What is being asked: Count the lines in the material below that contain the word "Nodes" and give the number alone.

Supplied data:
[Start of Attachment]
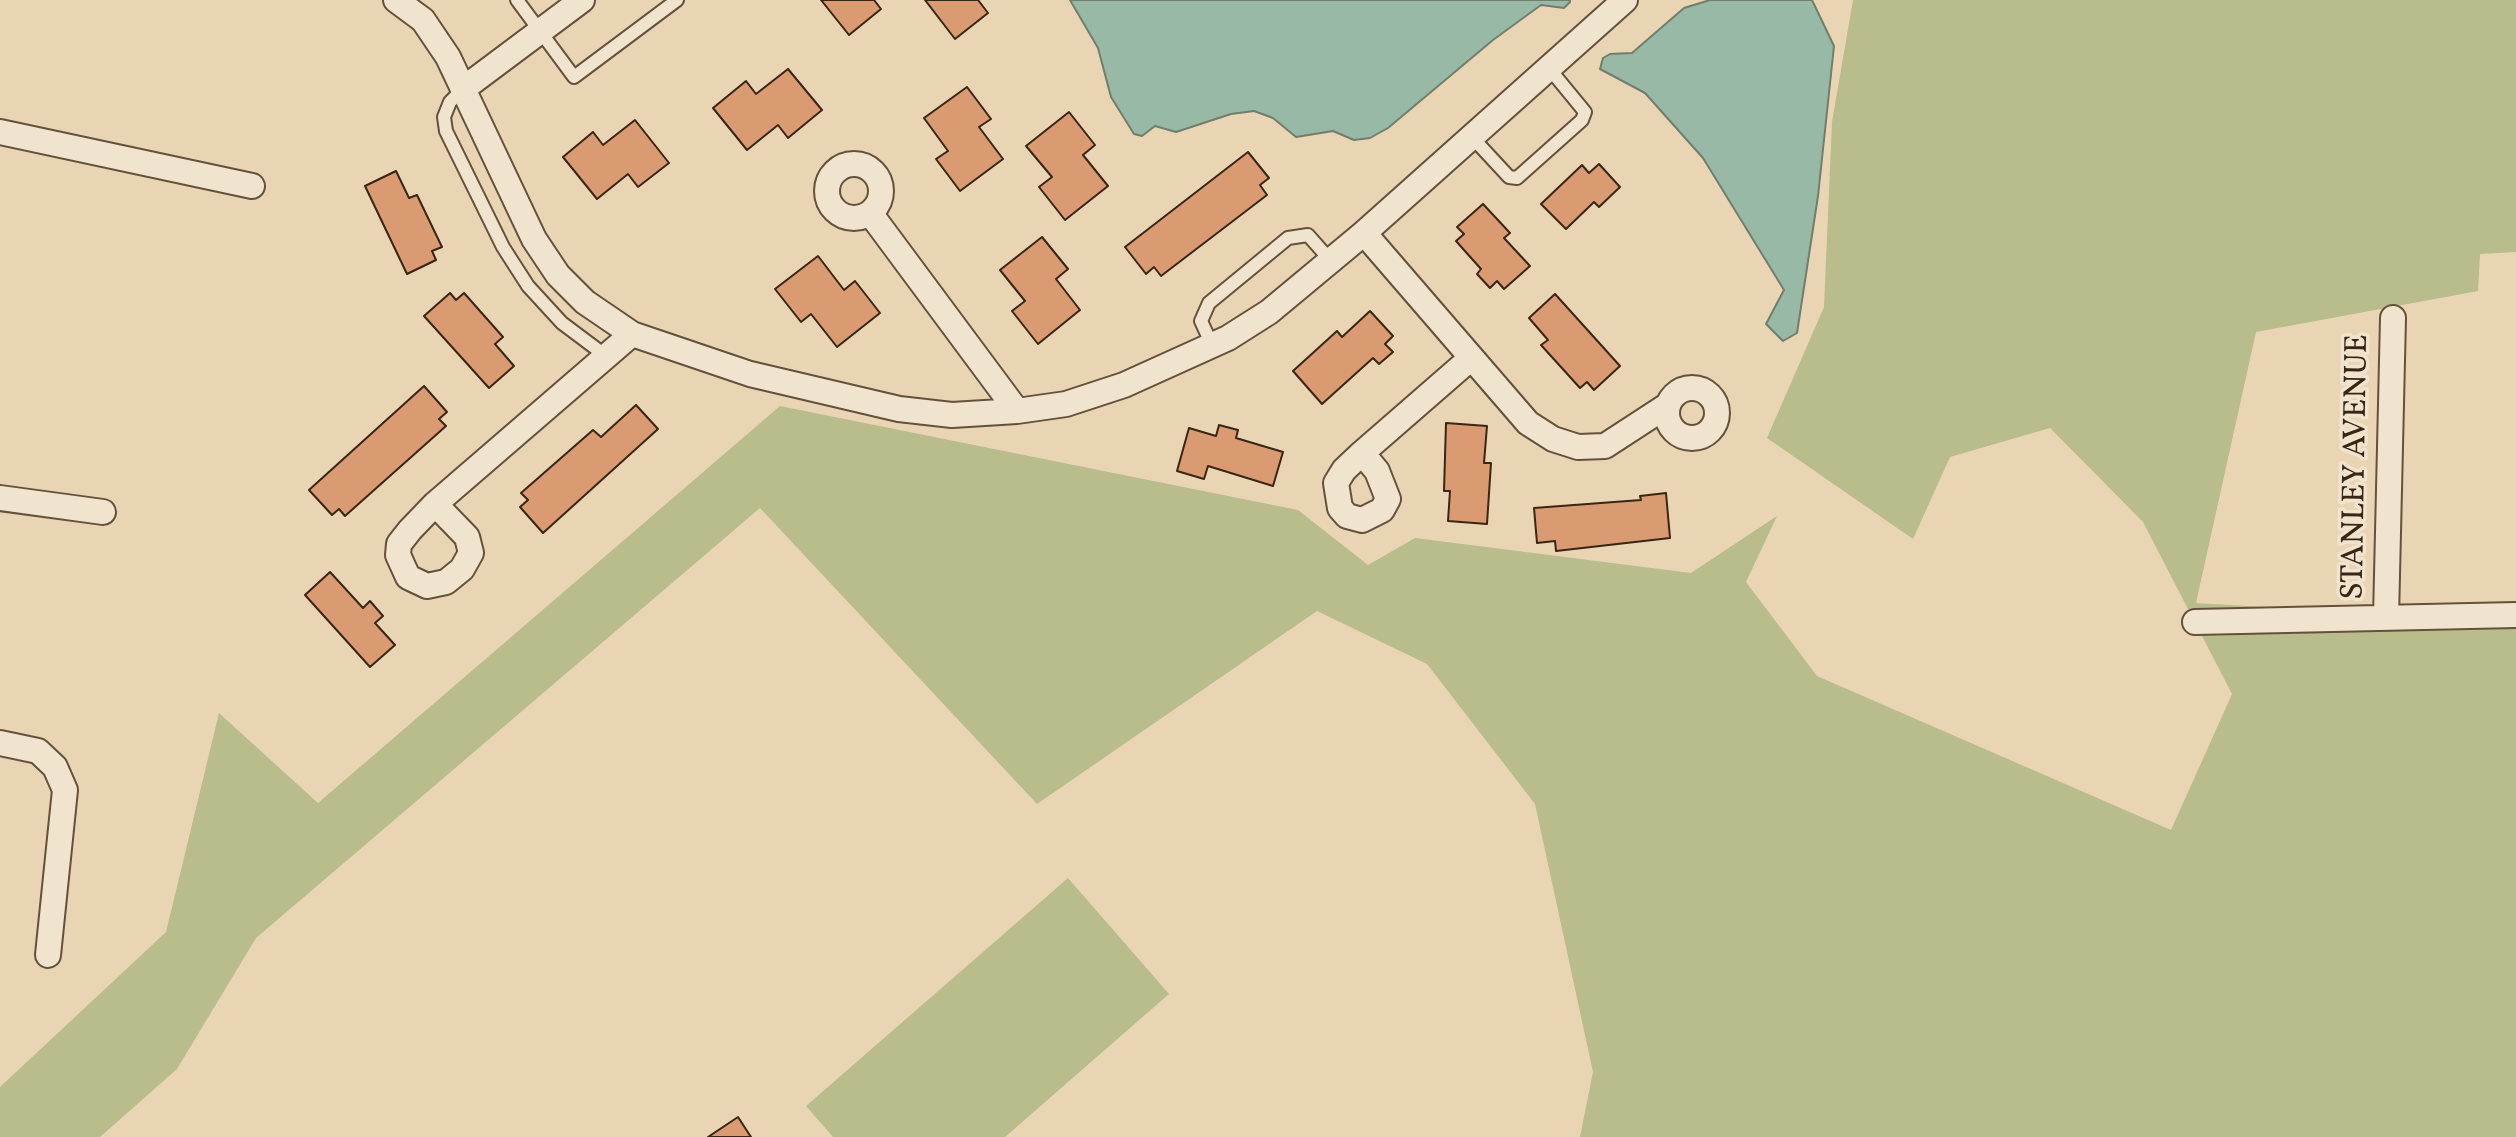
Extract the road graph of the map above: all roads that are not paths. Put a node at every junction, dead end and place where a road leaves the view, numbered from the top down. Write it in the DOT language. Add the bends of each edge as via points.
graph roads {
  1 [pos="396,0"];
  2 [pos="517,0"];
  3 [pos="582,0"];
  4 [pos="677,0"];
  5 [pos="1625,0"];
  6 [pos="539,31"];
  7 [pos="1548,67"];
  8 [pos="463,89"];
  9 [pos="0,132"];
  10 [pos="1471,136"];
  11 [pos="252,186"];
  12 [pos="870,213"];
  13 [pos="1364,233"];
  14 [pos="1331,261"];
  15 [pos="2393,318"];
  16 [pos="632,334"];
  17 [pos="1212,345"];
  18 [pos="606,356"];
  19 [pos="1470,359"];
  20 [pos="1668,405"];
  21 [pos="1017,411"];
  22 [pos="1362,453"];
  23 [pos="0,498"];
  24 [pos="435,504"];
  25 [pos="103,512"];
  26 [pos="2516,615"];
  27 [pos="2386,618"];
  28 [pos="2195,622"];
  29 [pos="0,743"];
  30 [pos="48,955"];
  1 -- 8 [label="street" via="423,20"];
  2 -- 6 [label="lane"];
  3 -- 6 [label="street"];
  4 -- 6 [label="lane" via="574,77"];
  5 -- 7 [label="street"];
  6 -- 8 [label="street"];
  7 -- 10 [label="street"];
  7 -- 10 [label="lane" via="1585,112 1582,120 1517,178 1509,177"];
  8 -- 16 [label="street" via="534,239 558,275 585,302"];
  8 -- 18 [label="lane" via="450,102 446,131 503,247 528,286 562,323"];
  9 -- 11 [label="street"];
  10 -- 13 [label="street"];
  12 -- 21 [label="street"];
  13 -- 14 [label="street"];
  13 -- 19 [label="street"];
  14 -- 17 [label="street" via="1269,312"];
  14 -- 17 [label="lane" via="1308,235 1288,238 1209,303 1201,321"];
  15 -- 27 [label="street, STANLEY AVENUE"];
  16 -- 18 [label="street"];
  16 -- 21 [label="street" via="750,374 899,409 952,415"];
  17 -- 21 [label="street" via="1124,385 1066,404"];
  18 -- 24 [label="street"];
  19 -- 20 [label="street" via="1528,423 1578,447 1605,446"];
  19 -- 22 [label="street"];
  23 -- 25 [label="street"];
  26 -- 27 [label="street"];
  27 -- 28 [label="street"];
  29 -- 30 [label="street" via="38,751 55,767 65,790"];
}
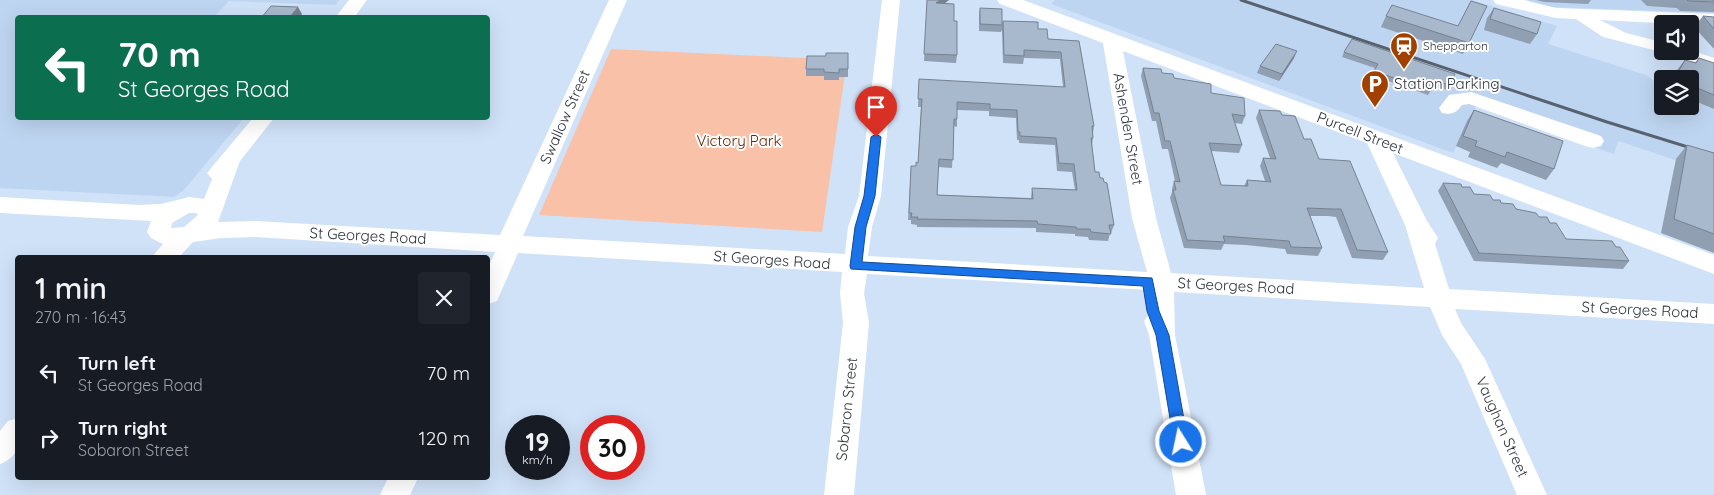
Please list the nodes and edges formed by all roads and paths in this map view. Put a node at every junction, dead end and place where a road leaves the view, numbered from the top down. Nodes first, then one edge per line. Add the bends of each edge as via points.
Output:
[End of Attachment]
[Start of Attachment]
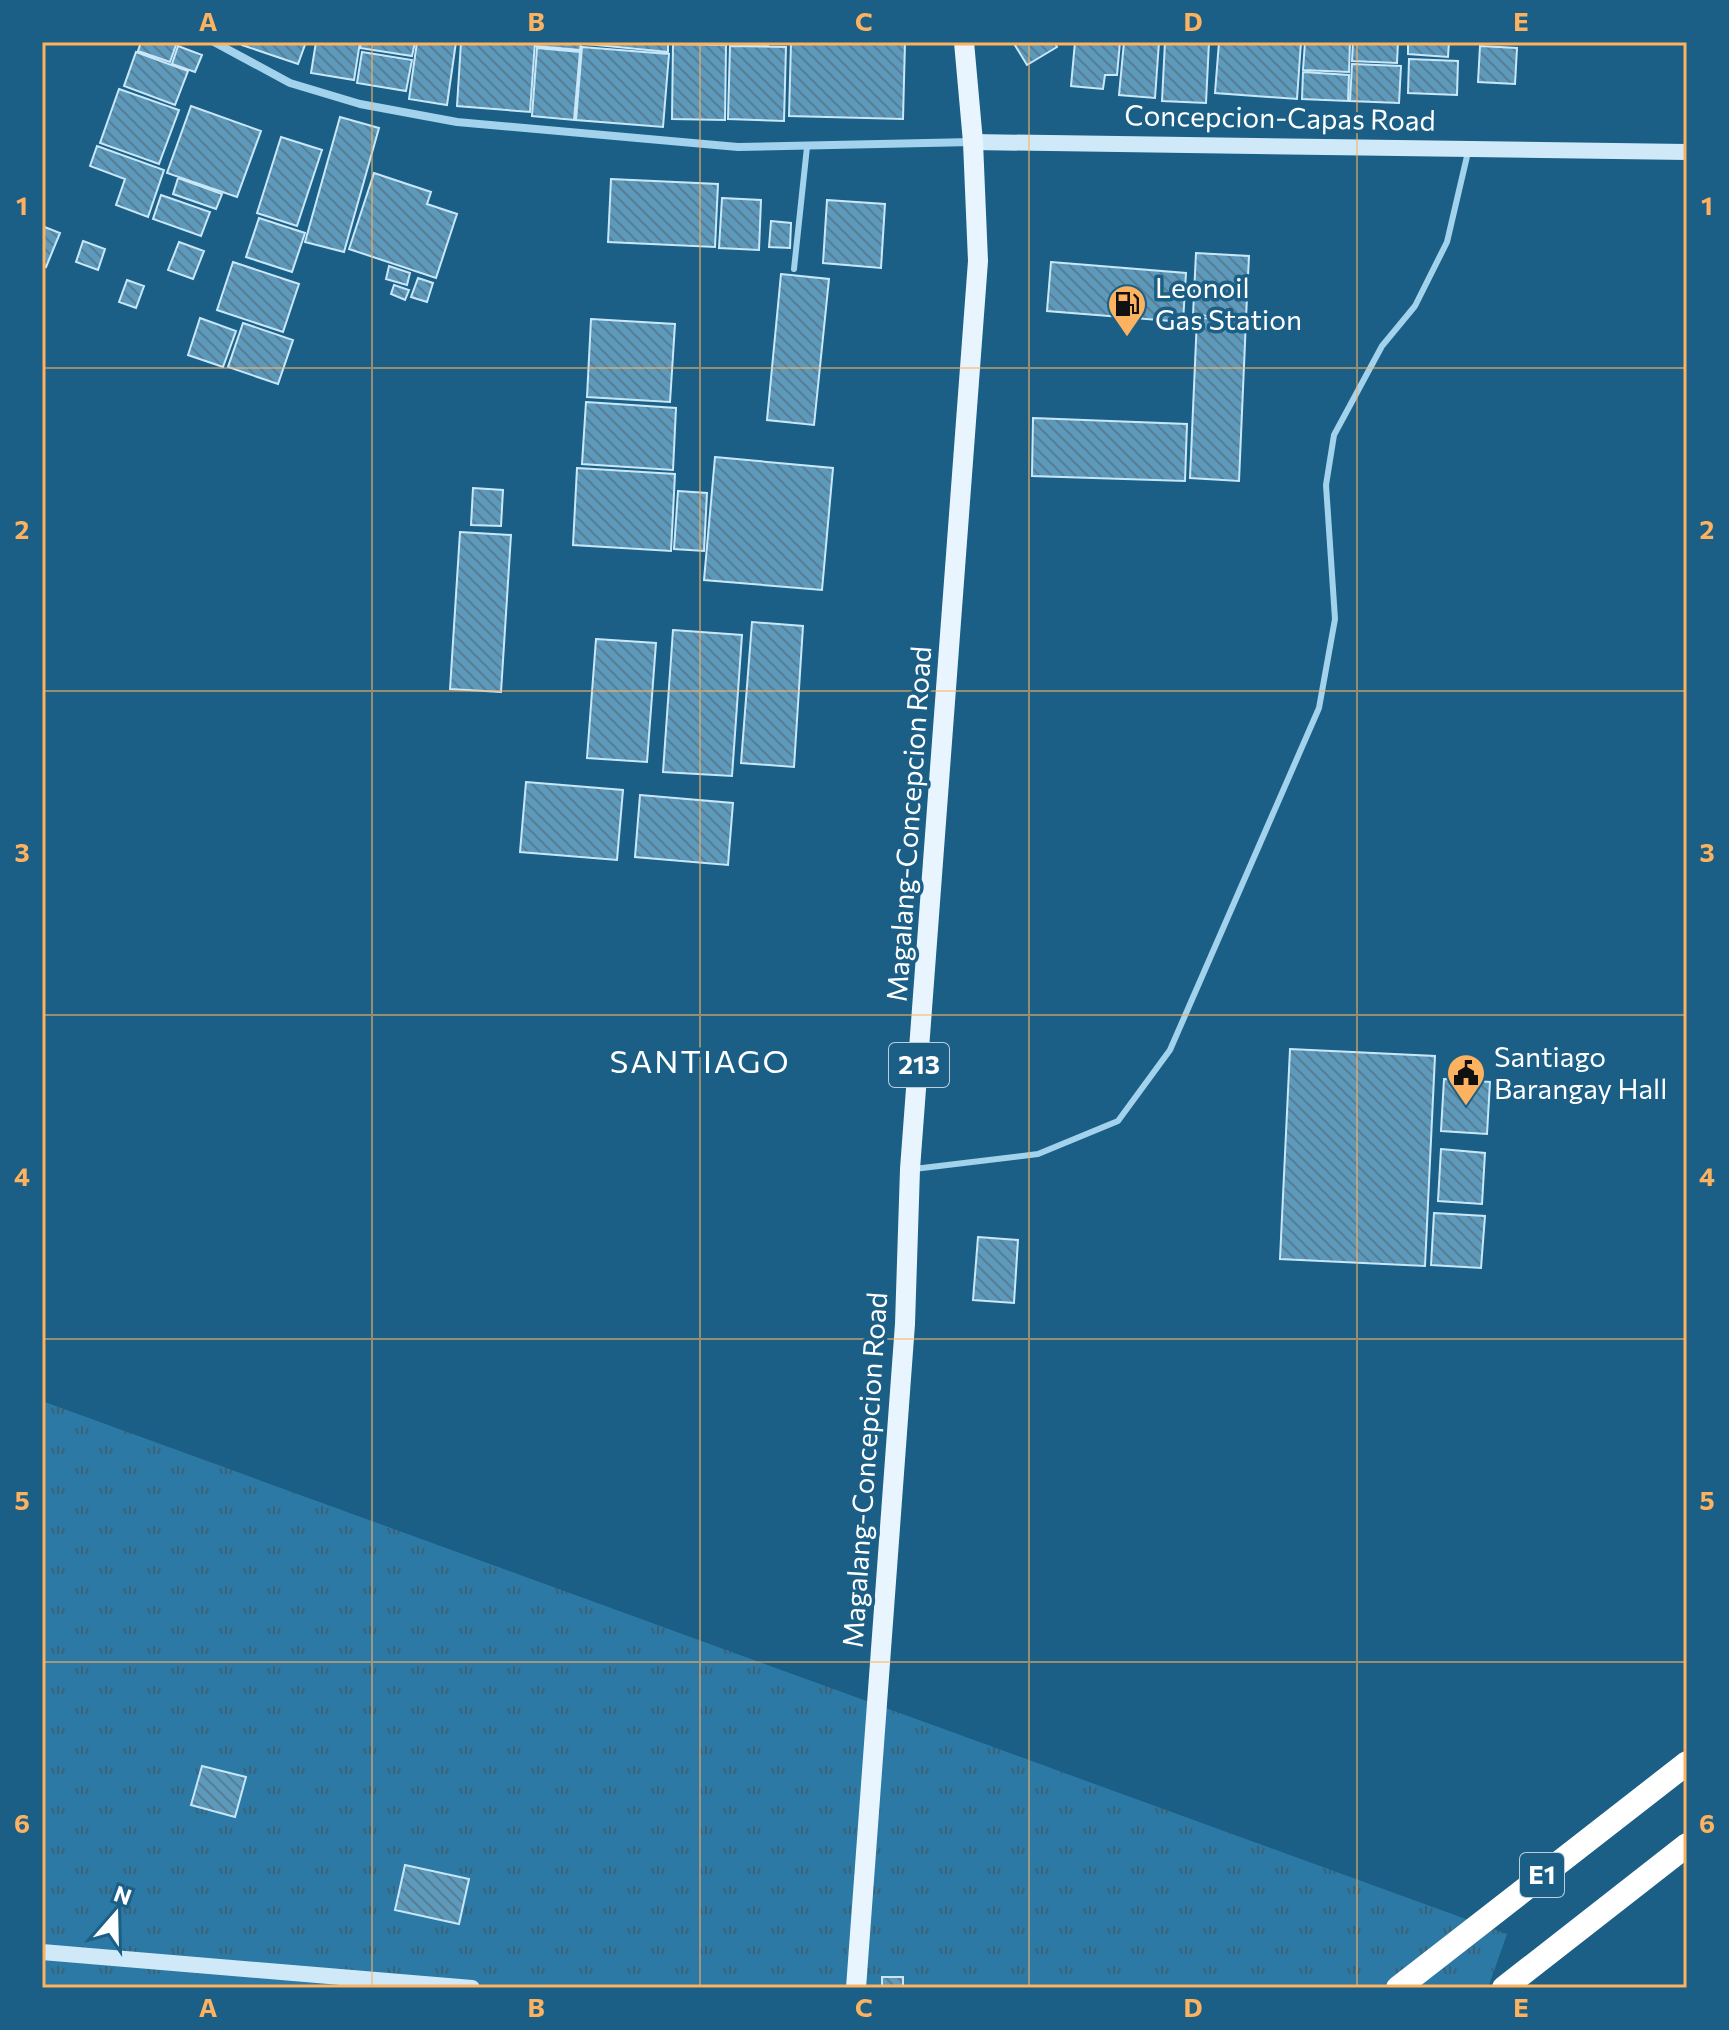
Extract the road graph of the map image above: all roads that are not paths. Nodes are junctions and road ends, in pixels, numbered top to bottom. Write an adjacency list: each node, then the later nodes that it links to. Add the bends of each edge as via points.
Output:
[End of Attachment]
Your solution: 2